(Records excerpted from a collection)
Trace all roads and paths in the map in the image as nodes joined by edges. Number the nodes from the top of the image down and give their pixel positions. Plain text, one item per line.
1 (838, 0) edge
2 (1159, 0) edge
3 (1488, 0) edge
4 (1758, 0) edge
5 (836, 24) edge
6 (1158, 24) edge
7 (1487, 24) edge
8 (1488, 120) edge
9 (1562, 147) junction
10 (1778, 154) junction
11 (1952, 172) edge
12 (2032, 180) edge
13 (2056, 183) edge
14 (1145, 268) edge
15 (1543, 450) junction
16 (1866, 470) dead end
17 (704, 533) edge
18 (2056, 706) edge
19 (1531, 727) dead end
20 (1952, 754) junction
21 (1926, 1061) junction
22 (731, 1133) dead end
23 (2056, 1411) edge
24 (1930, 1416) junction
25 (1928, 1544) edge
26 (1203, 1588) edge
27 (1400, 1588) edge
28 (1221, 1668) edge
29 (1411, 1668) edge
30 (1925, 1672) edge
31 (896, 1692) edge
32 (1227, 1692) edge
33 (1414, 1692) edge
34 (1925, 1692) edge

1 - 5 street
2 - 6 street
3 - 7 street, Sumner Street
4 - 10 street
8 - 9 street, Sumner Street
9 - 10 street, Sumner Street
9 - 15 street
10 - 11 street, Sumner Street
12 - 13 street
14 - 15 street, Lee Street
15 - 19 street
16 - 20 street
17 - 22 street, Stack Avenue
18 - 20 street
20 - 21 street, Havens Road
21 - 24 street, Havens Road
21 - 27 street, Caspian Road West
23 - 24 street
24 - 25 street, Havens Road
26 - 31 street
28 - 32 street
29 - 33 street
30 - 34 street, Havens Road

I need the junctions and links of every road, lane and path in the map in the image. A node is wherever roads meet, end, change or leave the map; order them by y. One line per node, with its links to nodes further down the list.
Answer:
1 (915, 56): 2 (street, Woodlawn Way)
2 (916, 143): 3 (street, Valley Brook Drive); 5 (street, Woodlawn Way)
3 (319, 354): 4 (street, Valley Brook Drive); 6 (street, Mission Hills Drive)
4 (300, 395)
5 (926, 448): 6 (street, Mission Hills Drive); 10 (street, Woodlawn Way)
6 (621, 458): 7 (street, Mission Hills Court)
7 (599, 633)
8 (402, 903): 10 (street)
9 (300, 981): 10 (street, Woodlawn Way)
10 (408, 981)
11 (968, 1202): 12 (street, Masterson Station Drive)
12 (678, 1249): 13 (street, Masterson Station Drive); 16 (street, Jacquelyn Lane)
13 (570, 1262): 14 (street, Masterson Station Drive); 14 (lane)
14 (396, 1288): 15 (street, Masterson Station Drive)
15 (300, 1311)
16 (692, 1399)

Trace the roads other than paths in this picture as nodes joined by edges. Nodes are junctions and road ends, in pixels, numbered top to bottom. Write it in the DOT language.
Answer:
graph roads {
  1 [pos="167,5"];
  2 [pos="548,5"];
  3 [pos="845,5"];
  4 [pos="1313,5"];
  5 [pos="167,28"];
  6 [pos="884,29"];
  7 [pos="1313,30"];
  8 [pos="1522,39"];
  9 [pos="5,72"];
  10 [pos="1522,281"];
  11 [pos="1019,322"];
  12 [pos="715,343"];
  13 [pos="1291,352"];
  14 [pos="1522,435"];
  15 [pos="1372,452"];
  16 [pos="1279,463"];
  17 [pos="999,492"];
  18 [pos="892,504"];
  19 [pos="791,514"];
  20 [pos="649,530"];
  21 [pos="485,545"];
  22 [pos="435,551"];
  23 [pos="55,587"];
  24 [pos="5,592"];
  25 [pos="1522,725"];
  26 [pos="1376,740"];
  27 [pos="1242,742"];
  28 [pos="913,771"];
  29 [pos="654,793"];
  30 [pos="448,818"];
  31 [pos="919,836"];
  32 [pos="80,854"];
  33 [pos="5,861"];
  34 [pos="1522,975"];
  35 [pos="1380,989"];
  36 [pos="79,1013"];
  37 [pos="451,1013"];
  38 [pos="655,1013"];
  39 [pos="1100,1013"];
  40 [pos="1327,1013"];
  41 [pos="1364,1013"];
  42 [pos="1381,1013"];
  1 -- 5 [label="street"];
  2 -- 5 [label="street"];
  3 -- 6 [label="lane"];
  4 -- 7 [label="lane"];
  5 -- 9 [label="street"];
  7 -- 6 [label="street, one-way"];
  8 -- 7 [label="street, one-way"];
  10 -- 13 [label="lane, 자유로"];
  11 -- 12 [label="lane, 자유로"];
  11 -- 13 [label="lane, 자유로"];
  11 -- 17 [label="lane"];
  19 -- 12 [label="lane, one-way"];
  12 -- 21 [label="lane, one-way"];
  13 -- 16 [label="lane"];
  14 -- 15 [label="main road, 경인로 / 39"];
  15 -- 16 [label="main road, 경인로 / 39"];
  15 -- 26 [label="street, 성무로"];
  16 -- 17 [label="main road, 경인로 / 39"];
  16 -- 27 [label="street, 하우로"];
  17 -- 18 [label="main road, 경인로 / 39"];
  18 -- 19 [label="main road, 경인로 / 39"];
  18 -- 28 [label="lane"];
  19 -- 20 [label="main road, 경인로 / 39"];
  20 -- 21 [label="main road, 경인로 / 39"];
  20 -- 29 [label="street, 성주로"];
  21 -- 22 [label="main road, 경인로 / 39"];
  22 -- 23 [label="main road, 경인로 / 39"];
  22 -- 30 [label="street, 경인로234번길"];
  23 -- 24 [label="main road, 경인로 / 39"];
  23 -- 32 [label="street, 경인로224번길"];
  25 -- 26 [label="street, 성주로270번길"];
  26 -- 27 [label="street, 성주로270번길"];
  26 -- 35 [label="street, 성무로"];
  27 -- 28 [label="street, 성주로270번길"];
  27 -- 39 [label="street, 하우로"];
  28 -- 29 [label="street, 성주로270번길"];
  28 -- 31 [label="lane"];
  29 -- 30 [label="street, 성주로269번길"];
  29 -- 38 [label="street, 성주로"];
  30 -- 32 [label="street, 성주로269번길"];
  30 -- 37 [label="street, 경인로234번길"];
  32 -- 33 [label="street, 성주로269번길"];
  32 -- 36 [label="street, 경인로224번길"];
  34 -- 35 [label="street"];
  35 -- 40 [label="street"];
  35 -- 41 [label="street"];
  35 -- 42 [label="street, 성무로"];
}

**Directions**.
Would you filter the records and copy each line that contains the word "edges"?

**Output of the exercise**.
Trace all roads and paths in the map in the image as nodes joined by edges. Number the nodes from the top of the image down and give their pixel positions. Plain text, one item per line.
Trace the roads other than paths in this picture as nodes joined by edges. Nodes are junctions and road ends, in pixels, numbered top to bottom. Write it in the DOT language.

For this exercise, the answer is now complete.